»»

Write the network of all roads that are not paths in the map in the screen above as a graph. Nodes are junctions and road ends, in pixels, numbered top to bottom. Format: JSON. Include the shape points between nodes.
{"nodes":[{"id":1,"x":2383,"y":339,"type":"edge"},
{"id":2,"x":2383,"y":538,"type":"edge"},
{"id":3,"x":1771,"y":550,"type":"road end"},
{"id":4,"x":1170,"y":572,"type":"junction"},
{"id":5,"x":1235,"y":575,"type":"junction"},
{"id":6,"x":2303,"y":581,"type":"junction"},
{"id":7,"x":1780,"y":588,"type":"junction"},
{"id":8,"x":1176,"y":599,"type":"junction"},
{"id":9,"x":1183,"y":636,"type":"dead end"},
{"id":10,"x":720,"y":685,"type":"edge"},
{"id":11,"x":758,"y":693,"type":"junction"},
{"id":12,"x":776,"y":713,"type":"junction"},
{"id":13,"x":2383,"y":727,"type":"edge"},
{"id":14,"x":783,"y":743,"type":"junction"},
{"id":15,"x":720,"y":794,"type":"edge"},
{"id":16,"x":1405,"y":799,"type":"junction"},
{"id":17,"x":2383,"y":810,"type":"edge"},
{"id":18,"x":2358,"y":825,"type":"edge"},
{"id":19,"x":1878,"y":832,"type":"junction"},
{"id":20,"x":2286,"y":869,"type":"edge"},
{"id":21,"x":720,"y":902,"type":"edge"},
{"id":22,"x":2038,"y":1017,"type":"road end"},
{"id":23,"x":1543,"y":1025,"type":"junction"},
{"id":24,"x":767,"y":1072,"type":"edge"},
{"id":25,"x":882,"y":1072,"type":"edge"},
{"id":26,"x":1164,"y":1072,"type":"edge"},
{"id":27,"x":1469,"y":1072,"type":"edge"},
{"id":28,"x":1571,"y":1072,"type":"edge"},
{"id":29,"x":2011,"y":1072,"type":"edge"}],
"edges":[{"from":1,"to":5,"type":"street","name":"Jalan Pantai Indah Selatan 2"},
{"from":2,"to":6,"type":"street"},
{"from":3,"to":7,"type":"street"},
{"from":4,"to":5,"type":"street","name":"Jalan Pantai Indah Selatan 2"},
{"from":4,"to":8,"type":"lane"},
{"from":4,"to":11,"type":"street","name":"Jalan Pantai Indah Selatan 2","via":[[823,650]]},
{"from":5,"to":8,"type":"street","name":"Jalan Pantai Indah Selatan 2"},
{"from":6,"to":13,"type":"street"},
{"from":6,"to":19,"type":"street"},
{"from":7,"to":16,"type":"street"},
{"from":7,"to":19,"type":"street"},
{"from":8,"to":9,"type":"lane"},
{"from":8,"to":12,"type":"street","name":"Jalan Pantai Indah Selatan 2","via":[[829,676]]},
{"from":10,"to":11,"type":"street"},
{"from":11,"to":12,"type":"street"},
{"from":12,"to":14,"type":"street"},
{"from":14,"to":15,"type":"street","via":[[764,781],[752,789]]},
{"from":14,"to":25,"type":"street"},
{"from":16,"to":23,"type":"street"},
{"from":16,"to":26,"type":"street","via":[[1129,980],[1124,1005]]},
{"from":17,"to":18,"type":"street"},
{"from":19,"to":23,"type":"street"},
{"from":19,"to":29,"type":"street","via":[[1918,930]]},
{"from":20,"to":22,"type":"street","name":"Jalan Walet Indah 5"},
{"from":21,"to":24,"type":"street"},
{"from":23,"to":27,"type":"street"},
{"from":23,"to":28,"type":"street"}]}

««
»»

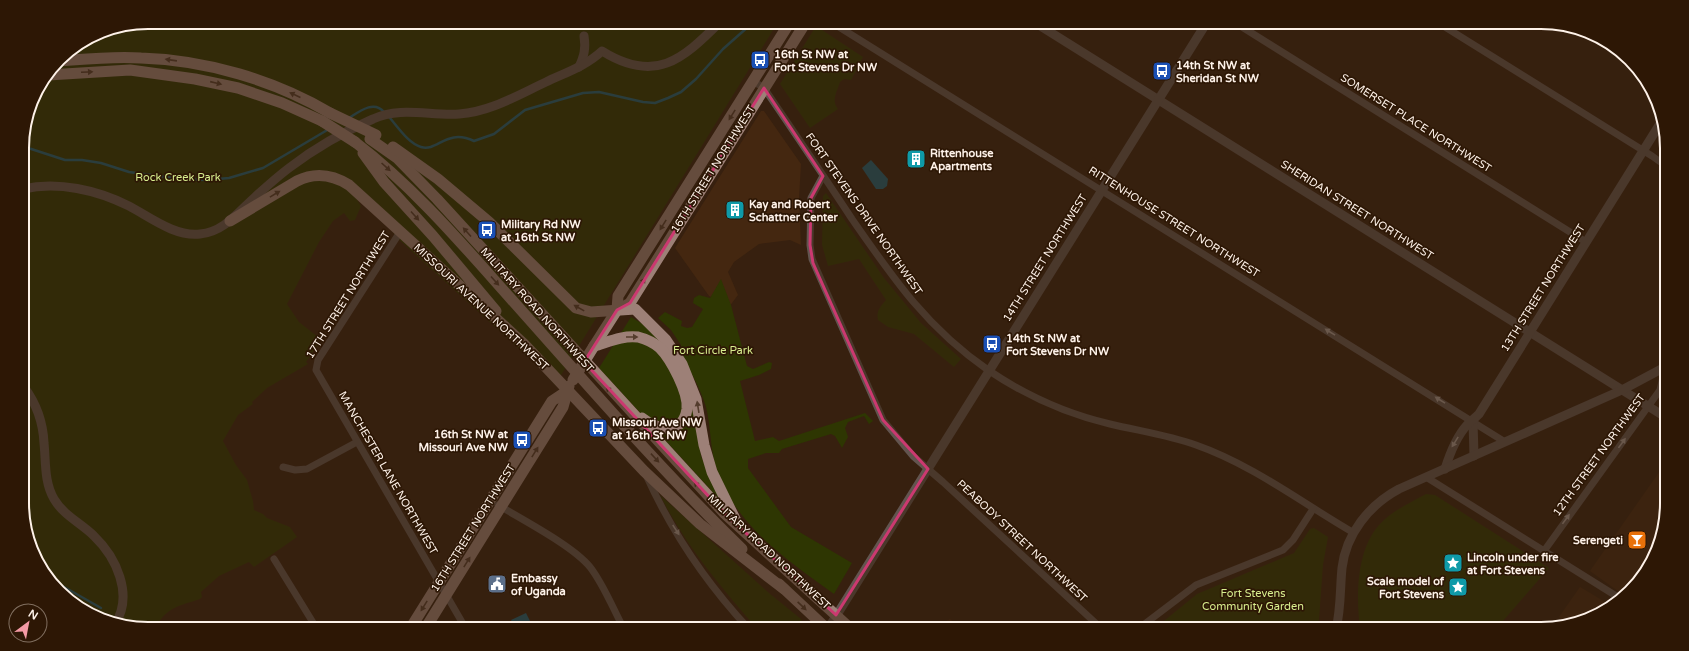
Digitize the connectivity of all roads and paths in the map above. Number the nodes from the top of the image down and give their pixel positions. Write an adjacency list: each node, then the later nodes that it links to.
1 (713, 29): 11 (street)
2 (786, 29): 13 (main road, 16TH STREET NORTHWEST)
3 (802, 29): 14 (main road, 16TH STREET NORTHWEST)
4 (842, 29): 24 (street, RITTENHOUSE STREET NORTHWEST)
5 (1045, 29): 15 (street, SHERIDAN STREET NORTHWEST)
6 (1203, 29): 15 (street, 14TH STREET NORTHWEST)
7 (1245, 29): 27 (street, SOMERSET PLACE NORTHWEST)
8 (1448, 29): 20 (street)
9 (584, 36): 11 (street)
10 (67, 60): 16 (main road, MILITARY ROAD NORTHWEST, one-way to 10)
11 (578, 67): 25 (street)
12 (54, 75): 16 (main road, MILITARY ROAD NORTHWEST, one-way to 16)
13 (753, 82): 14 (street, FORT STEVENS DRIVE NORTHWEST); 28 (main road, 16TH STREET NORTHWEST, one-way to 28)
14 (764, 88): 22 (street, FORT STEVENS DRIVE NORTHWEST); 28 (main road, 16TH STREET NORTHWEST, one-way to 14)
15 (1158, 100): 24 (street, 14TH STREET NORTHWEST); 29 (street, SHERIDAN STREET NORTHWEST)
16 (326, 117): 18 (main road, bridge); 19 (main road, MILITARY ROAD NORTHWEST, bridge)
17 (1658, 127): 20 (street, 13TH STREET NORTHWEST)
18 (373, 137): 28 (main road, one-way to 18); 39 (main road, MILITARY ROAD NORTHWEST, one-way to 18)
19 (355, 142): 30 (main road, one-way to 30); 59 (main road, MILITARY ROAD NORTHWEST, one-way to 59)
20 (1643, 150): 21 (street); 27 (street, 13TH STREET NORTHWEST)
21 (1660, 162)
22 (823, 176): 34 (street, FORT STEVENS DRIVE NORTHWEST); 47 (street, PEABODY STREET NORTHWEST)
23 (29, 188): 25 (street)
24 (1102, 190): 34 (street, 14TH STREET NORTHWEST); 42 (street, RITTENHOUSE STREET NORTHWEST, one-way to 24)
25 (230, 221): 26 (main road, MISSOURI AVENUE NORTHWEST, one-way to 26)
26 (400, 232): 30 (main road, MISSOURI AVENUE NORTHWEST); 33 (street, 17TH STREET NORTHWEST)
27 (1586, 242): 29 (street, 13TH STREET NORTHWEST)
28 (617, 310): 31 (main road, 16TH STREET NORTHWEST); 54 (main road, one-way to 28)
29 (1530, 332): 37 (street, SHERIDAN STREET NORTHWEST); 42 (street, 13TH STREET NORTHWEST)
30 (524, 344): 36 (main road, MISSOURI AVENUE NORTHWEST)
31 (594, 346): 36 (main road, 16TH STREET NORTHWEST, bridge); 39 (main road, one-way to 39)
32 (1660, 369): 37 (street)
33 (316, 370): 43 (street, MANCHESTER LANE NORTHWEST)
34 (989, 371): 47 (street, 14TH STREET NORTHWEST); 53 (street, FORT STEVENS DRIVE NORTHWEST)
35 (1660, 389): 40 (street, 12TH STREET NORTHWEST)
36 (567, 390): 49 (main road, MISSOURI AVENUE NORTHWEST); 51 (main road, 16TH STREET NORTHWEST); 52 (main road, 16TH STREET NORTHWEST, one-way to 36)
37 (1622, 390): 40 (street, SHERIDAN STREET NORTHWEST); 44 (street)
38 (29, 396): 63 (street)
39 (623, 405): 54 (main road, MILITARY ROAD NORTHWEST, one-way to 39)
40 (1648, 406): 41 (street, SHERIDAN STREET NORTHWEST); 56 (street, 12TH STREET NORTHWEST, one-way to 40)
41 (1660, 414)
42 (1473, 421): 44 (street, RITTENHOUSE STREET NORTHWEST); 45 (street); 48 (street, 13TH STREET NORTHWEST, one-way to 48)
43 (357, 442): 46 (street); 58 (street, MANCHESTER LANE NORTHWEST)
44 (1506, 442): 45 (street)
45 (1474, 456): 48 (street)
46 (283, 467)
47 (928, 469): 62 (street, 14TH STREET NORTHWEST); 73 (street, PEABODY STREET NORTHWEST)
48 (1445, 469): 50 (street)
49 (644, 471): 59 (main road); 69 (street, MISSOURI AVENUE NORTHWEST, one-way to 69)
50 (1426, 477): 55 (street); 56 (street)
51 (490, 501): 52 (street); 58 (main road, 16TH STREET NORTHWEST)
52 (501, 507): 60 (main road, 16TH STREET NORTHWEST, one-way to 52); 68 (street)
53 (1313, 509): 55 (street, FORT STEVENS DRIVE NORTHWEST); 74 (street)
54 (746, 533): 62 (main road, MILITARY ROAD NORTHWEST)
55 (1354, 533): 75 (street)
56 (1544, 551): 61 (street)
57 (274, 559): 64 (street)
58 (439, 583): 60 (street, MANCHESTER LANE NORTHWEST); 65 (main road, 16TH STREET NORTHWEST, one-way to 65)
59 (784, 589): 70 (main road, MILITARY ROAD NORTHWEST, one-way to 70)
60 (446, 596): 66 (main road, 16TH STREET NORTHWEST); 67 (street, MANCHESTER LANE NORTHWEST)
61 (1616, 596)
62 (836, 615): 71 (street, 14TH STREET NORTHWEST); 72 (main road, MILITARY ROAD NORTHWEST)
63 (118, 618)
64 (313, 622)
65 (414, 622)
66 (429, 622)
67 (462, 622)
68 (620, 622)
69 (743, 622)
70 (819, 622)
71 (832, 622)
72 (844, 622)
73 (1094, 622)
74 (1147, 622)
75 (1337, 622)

««
»»

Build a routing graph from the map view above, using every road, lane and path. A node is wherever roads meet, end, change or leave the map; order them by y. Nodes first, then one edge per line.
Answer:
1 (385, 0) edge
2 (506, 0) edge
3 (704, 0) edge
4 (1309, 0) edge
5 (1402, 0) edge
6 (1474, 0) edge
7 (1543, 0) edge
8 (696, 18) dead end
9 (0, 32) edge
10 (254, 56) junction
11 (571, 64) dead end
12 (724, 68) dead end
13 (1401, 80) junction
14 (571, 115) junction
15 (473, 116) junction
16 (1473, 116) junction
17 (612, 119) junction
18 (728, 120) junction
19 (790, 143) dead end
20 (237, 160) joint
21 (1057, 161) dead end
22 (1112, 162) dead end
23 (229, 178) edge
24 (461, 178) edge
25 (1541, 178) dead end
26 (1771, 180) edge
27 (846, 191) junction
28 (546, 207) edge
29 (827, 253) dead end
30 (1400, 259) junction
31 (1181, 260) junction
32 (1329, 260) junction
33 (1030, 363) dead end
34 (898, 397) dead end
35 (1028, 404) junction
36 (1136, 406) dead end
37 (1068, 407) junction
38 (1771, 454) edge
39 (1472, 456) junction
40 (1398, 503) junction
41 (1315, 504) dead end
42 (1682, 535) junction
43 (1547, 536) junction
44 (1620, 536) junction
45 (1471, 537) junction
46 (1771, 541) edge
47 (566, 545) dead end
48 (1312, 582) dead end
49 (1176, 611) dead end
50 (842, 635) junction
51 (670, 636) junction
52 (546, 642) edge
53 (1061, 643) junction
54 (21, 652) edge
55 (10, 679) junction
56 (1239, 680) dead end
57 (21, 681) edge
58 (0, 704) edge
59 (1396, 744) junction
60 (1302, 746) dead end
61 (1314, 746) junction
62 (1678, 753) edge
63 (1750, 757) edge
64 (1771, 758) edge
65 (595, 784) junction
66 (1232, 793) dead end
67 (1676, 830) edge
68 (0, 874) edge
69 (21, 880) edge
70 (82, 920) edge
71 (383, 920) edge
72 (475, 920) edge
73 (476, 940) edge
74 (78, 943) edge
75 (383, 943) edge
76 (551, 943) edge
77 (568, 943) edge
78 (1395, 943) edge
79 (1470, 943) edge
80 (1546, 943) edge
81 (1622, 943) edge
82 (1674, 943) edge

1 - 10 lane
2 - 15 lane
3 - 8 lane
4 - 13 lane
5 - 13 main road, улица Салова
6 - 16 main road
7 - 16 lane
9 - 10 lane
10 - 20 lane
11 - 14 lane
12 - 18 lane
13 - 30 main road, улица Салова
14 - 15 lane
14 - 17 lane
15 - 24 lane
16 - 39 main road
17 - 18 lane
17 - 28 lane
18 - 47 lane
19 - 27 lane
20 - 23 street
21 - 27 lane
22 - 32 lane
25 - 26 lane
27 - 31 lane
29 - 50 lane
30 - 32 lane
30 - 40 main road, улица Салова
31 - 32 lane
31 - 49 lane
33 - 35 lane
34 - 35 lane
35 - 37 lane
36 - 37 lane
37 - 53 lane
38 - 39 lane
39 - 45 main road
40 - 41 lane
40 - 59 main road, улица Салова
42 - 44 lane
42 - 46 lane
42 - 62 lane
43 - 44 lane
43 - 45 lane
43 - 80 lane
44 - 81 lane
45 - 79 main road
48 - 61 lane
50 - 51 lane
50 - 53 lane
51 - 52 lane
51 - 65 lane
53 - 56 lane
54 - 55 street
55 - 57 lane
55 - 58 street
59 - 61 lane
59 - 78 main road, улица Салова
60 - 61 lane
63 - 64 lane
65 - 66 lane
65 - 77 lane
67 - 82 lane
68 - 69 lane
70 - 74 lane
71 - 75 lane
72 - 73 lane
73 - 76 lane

««

■ Exercise details ■
Where a line of the records contains the word "PEABODY", count it; state only the final tally.

■ Exercise response ■
2